263: Unhalfbricking, by Fairport Convention

Fairport Convention (United Kingdom)
Unhalfbricking (1969)
8 tracks, 38 minutes
SpotifyiTunes

Fairport Convention are the monarchs of English folk rock. Having started out in 1967 and going strong today (after a five year blip in the middle), and having gone through an orchestra’s worth of band members in the process, they didn’t just change the face of the scene, they became it.

Nowadays, Fairport are basically known as a continuation of the English folk tradition, with their repertoire either composed of ‘Trad. Arr.’ songs or pieces written in those styles, but they actually came together inspired by the US folk revival, figured-headed by Bob Dylan, Joan Baez, Simon and Garfunkel and the like. It was around the period of this album that their tone started to shift, so the flavours at play give Unhalfbricking an interesting range of styles.

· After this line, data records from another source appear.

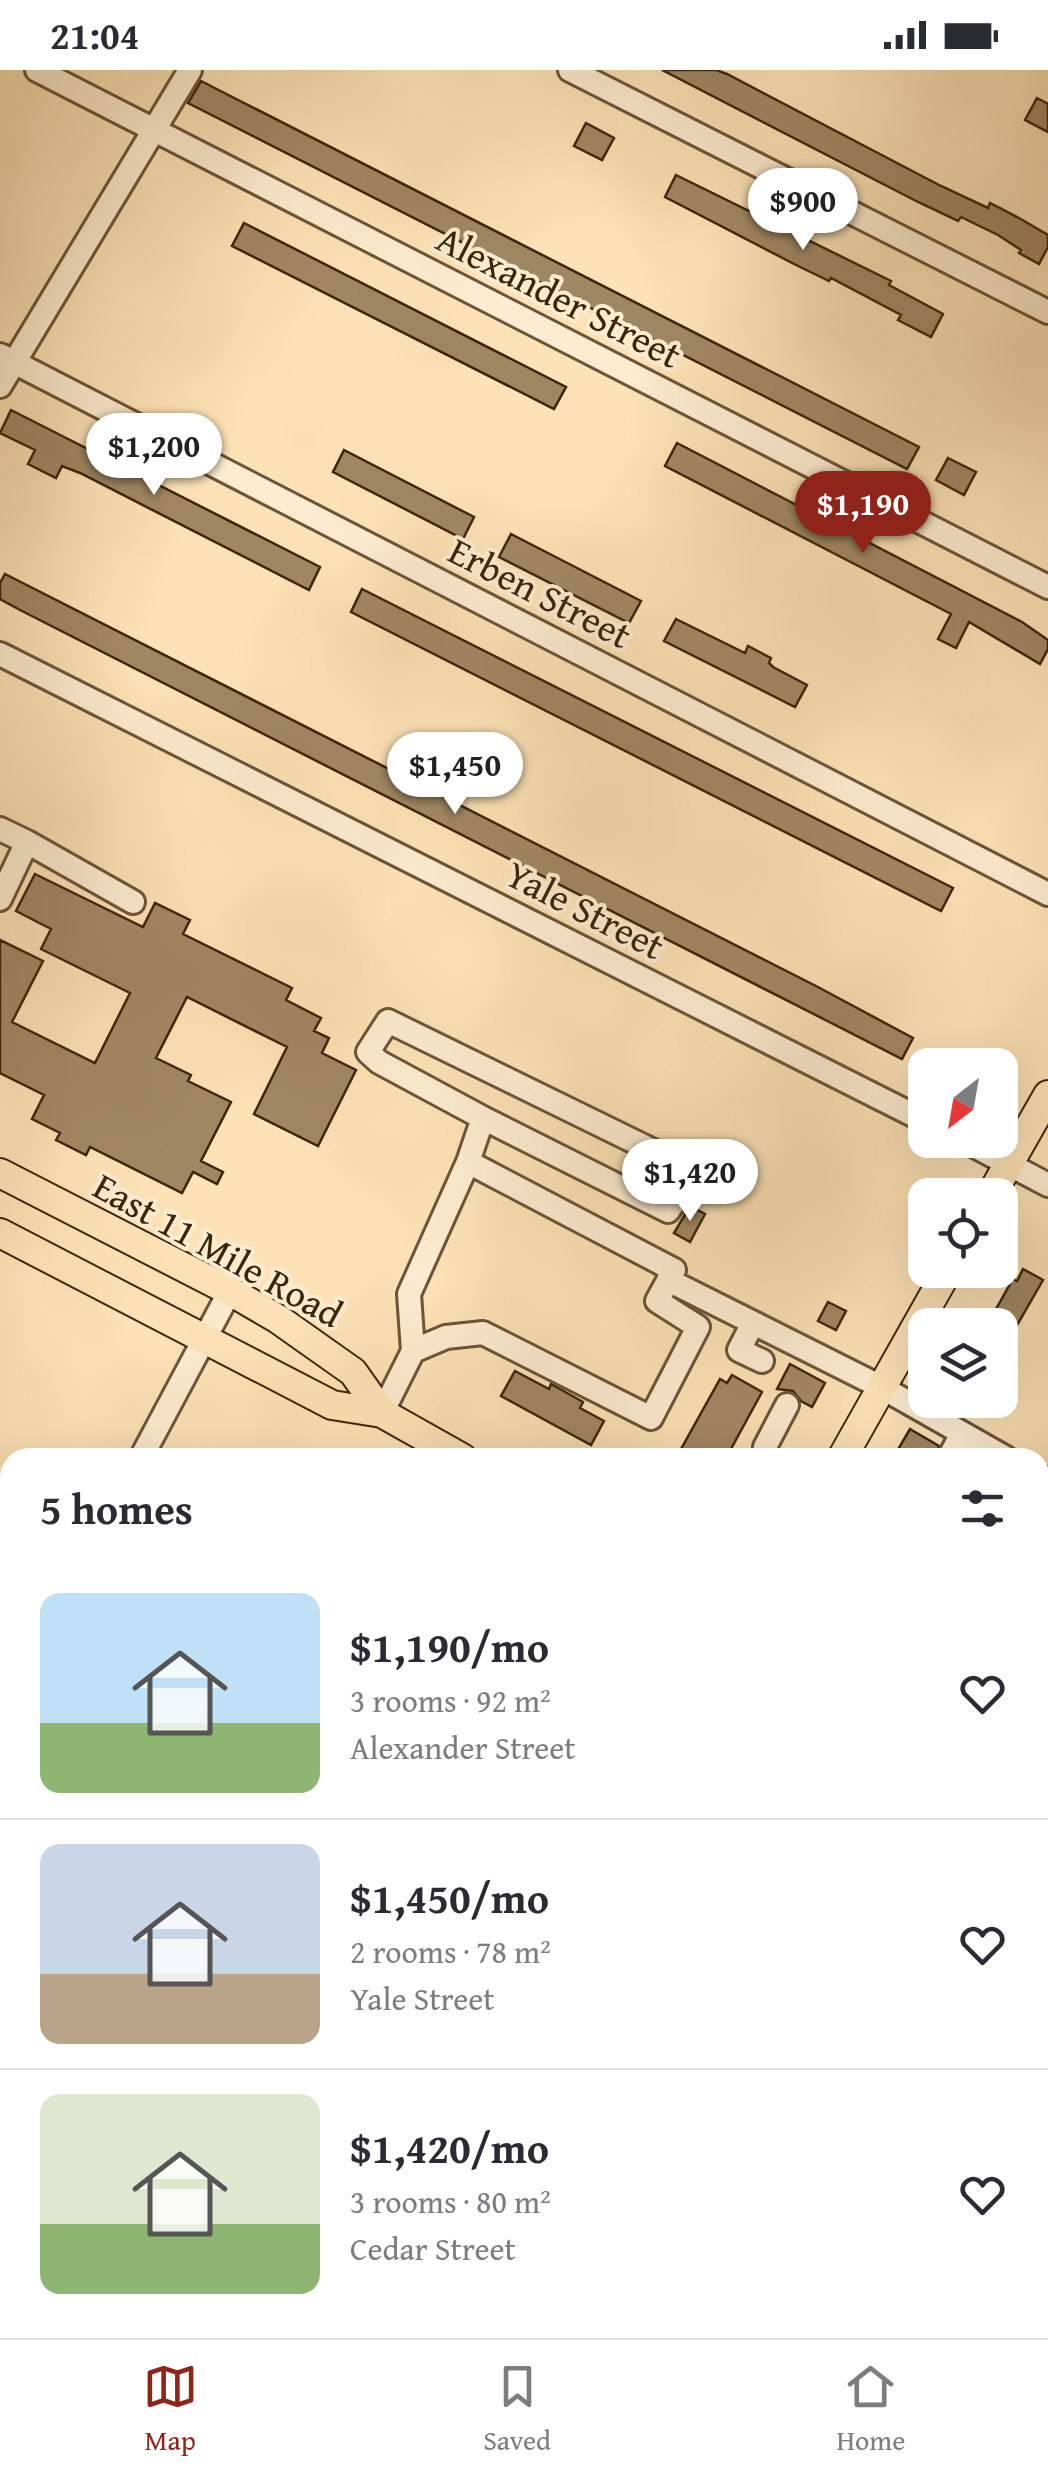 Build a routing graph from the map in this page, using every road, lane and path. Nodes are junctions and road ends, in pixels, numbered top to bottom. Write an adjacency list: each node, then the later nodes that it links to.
1 (37, 70): 4 (street, Alexander Street)
2 (190, 70): 4 (street)
3 (570, 70): 5 (street)
4 (154, 130): 6 (street); 8 (street, Alexander Street)
5 (1048, 312)
6 (7, 359): 7 (street); 12 (street, Erben Street)
7 (0, 386)
8 (1048, 587)
9 (0, 654): 16 (street, Yale Street)
10 (0, 828): 11 (street)
11 (27, 842): 13 (street); 14 (street)
12 (1048, 894)
13 (0, 899)
14 (133, 902)
15 (1048, 1095): 20 (main road)
16 (908, 1112)
17 (484, 1118): 17 (street); 19 (street)
18 (998, 1158): 20 (street)
19 (468, 1162): 25 (street); 30 (street)
20 (1010, 1164): 22 (main road); 23 (street)
21 (0, 1173): 27 (main road, East 11 Mile Road)
22 (1001, 1178)
23 (1048, 1185)
24 (0, 1233): 29 (main road, East 11 Mile Road)
25 (676, 1284): 28 (street); 30 (street)
26 (938, 1288): 32 (main road)
27 (230, 1291): 29 (street); 34 (main road, East 11 Mile Road)
28 (752, 1323): 31 (street); 32 (street)
29 (206, 1338): 34 (main road, East 11 Mile Road); 36 (street)
30 (412, 1351): 34 (street)
31 (762, 1362)
32 (881, 1387): 35 (street); 39 (main road)
33 (787, 1406): 38 (street)
34 (382, 1413): 37 (main road, East 11 Mile Road)
35 (962, 1433): 40 (street); 41 (street)
36 (146, 1448)
37 (444, 1448)
38 (771, 1448)
39 (847, 1448)
40 (954, 1448)
41 (988, 1448) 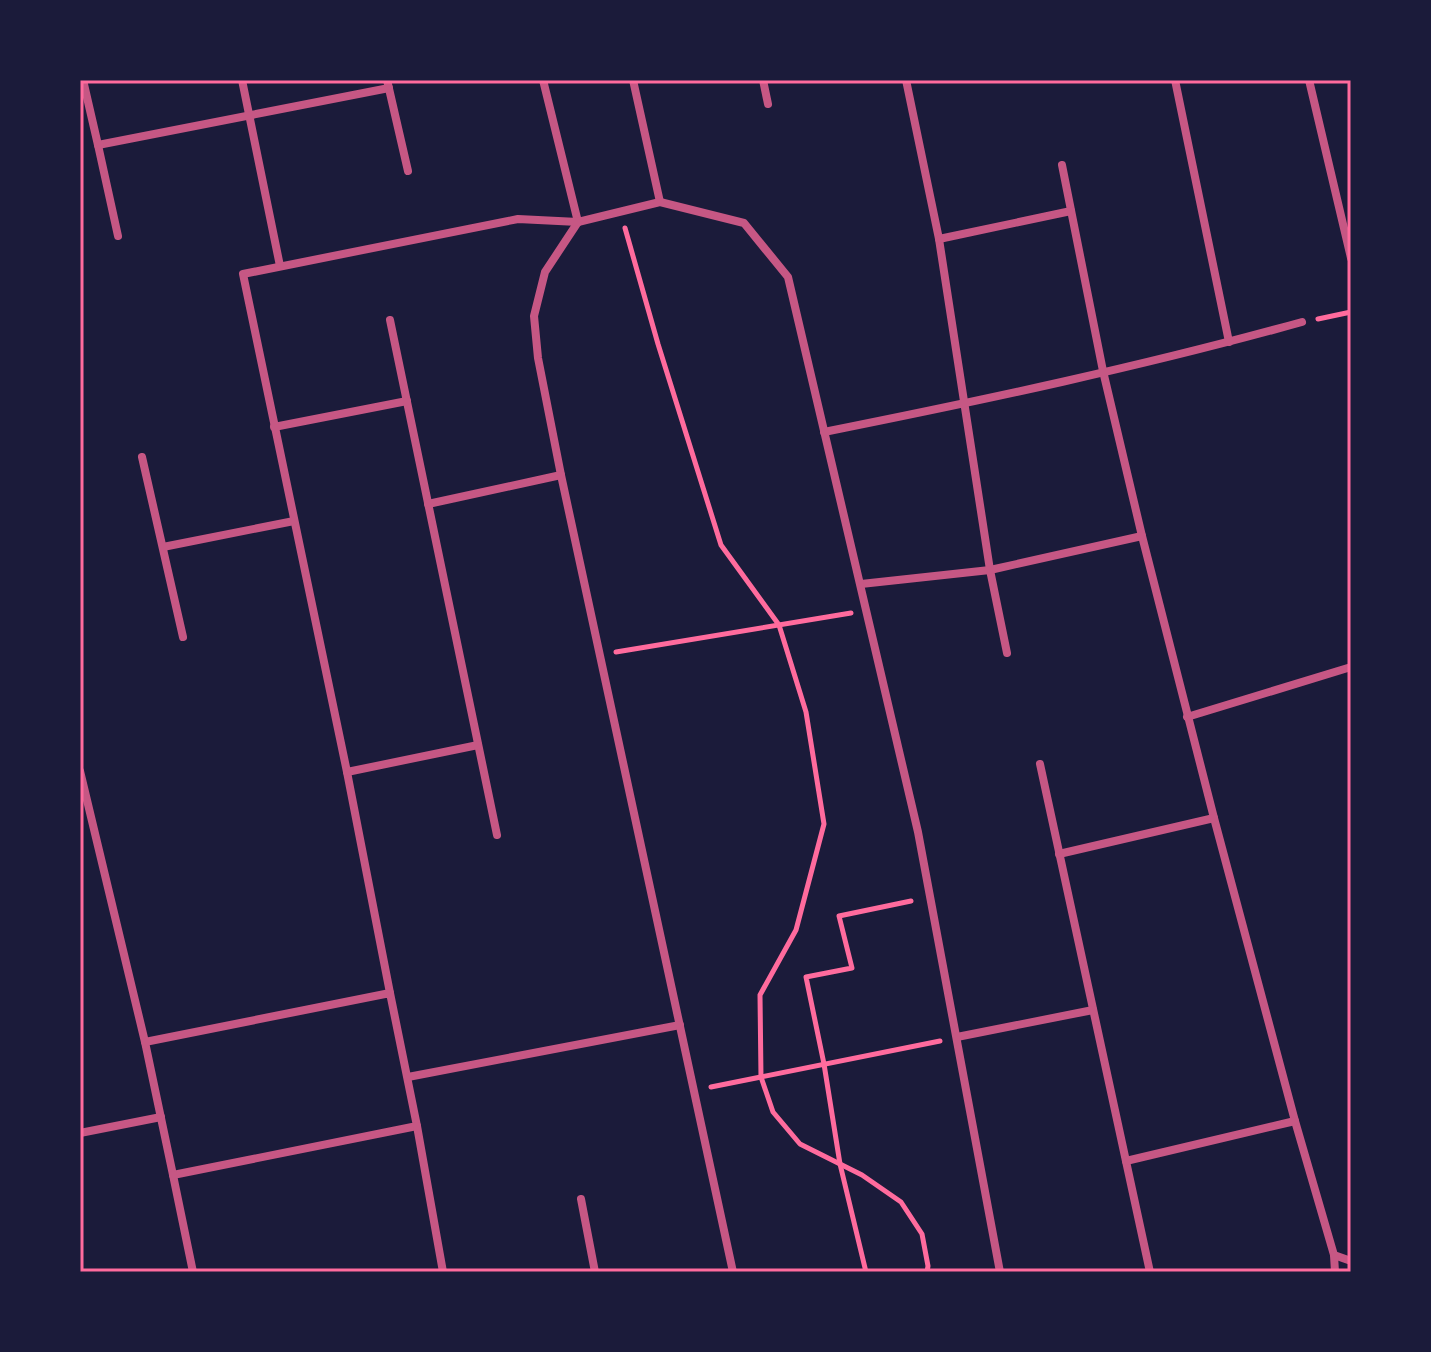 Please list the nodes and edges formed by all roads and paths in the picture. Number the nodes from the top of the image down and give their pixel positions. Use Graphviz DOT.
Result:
graph roads {
  1 [pos="83,80"];
  2 [pos="242,80"];
  3 [pos="543,80"];
  4 [pos="633,80"];
  5 [pos="763,80"];
  6 [pos="906,80"];
  7 [pos="1175,80"];
  8 [pos="1309,80"];
  9 [pos="388,84"];
  10 [pos="768,104"];
  11 [pos="249,115"];
  12 [pos="98,145"];
  13 [pos="1062,165"];
  14 [pos="408,171"];
  15 [pos="660,202"];
  16 [pos="621,211"];
  17 [pos="1071,211"];
  18 [pos="578,222"];
  19 [pos="118,236"];
  20 [pos="939,239"];
  21 [pos="1351,258"];
  22 [pos="280,266"];
  23 [pos="1351,312"];
  24 [pos="390,320"];
  25 [pos="1302,322"];
  26 [pos="1229,342"];
  27 [pos="1103,371"];
  28 [pos="407,401"];
  29 [pos="965,404"];
  30 [pos="274,427"];
  31 [pos="824,432"];
  32 [pos="142,457"];
  33 [pos="561,475"];
  34 [pos="428,504"];
  35 [pos="294,521"];
  36 [pos="1142,536"];
  37 [pos="163,547"];
  38 [pos="990,570"];
  39 [pos="861,584"];
  40 [pos="867,610"];
  41 [pos="779,625"];
  42 [pos="183,637"];
  43 [pos="1007,653"];
  44 [pos="599,655"];
  45 [pos="1351,667"];
  46 [pos="1187,717"];
  47 [pos="478,745"];
  48 [pos="1040,764"];
  49 [pos="80,771"];
  50 [pos="347,772"];
  51 [pos="1214,818"];
  52 [pos="497,835"];
  53 [pos="1059,854"];
  54 [pos="931,897"];
  55 [pos="390,993"];
  56 [pos="1093,1010"];
  57 [pos="680,1025"];
  58 [pos="957,1037"];
  59 [pos="145,1042"];
  60 [pos="824,1064"];
  61 [pos="408,1077"];
  62 [pos="761,1077"];
  63 [pos="694,1091"];
  64 [pos="161,1117"];
  65 [pos="1295,1121"];
  66 [pos="417,1126"];
  67 [pos="80,1133"];
  68 [pos="1126,1161"];
  69 [pos="840,1164"];
  70 [pos="173,1175"];
  71 [pos="581,1199"];
  72 [pos="1334,1255"];
  73 [pos="1351,1261"];
  74 [pos="193,1272"];
  75 [pos="443,1272"];
  76 [pos="595,1272"];
  77 [pos="733,1272"];
  78 [pos="866,1272"];
  79 [pos="927,1272"];
  80 [pos="1000,1272"];
  81 [pos="1150,1272"];
  82 [pos="1335,1272"];
  1 -- 12 [label="street"];
  2 -- 11 [label="street"];
  3 -- 18 [label="street"];
  4 -- 15 [label="street"];
  5 -- 10 [label="street"];
  6 -- 20 [label="street"];
  7 -- 26 [label="street"];
  8 -- 21 [label="street"];
  9 -- 11 [label="street"];
  9 -- 14 [label="street"];
  11 -- 12 [label="street"];
  11 -- 22 [label="street"];
  12 -- 19 [label="street"];
  13 -- 17 [label="street"];
  15 -- 16 [label="street"];
  15 -- 31 [label="street"];
  16 -- 18 [label="street"];
  16 -- 41 [label="path"];
  17 -- 20 [label="street"];
  17 -- 27 [label="street"];
  18 -- 22 [label="street"];
  18 -- 33 [label="street"];
  20 -- 29 [label="street"];
  22 -- 30 [label="street"];
  23 -- 25 [label="path"];
  24 -- 28 [label="street"];
  25 -- 26 [label="street"];
  26 -- 27 [label="street"];
  27 -- 29 [label="street"];
  27 -- 36 [label="street"];
  28 -- 30 [label="street"];
  28 -- 34 [label="street"];
  29 -- 31 [label="street"];
  29 -- 38 [label="street"];
  30 -- 35 [label="street"];
  31 -- 39 [label="street"];
  32 -- 37 [label="street"];
  33 -- 34 [label="street"];
  33 -- 44 [label="street"];
  34 -- 47 [label="street"];
  35 -- 37 [label="street"];
  35 -- 50 [label="street"];
  36 -- 38 [label="street"];
  36 -- 46 [label="street"];
  37 -- 42 [label="street"];
  38 -- 39 [label="street"];
  38 -- 43 [label="street"];
  39 -- 40 [label="street"];
  40 -- 41 [label="path"];
  40 -- 54 [label="street"];
  41 -- 44 [label="path"];
  41 -- 62 [label="path"];
  44 -- 57 [label="street"];
  45 -- 46 [label="street"];
  46 -- 51 [label="street"];
  47 -- 50 [label="street"];
  47 -- 52 [label="street"];
  48 -- 53 [label="street"];
  49 -- 59 [label="street"];
  50 -- 55 [label="street"];
  51 -- 53 [label="street"];
  51 -- 65 [label="street"];
  53 -- 56 [label="street"];
  54 -- 58 [label="street"];
  54 -- 60 [label="path"];
  55 -- 59 [label="street"];
  55 -- 61 [label="street"];
  56 -- 58 [label="street"];
  56 -- 68 [label="street"];
  57 -- 61 [label="street"];
  57 -- 63 [label="street"];
  58 -- 60 [label="path"];
  58 -- 80 [label="street"];
  59 -- 64 [label="street"];
  60 -- 62 [label="path"];
  60 -- 69 [label="path"];
  61 -- 66 [label="street"];
  62 -- 63 [label="path"];
  62 -- 69 [label="path"];
  63 -- 77 [label="street"];
  64 -- 67 [label="street"];
  64 -- 70 [label="street"];
  65 -- 68 [label="street"];
  65 -- 72 [label="street"];
  66 -- 70 [label="street"];
  66 -- 75 [label="street"];
  68 -- 81 [label="street"];
  69 -- 78 [label="path"];
  69 -- 79 [label="path"];
  70 -- 74 [label="street"];
  71 -- 76 [label="street"];
  72 -- 73 [label="street"];
  72 -- 82 [label="street"];
}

There is definitely a UK lean to a lot of the music – with ‘Genesis Hall’ and the traditional ‘A Sailor’s Life’ very much rooted there – but the American influence is still very much there, not least in the form of three Dylan covers. What made them so exciting, though, was how they reinterpreted the music of these scenes. These are obviously folkies through-and-through, but the other styles they work within are what makes their sounds stand out even today: it’s the opener ‘Genesis Hall’ with its slight-but-just-enough psychedelic twinge, which is followed up by ‘Si Tu Dois Partir’, the group’s own translation of Dylan’s ‘If You Gotta Go, Go Now’ rendered in a unique sort of morris/zydeco hybrid; later on, it’s the Louisiana blues of ‘Cajun Woman’ followed by the soft-rock of ‘Who Knows Where the Time Goes’. What I especially like is that they can flip it around the other way, too: Dylan’s ‘Percy’s Song’ is a ballad that in Fairport’s hands sounds as English as a pork pie and ale – save for one or two geographical references in the lyrics.

Although still very early in their career, it is Unhalfbricking (together with its follow-up Liege and Lief) that has pretty much ‘the classic’ line-up, including Sandy Denny on vocals, Richard Thompson and Simon Nicol on guitars and Dave Swarbrick on fiddle and mandolin (although Swarbrick technically wasn’t a member of the band yet, he plays on four of the eight tracks as a guest). You can hear why it’s the classic as well – they all bring something else to the table a little different from the rest, whether it’s a musical approach or a particular way of playing or songwriting.

And the most impressive of all for me is that this was their second album of 1969…and they went on to release Liege and Lief in the same year too. Not only did they manage to release three albums in one year – which is insane on its own – but to do it with a catastrophe in the middle (in which the band were involved in a road accident that killed drummer Martin Lamble and another passenger) and still produce three albums of which two are still seen as genre-defining fifty years later is just unthinkable. With all the amazing things happening in folk music both sides of the Atlantic at that time, Unhalfbricking holds up as probably the most successful album to blend UK and US traditions so thoroughly.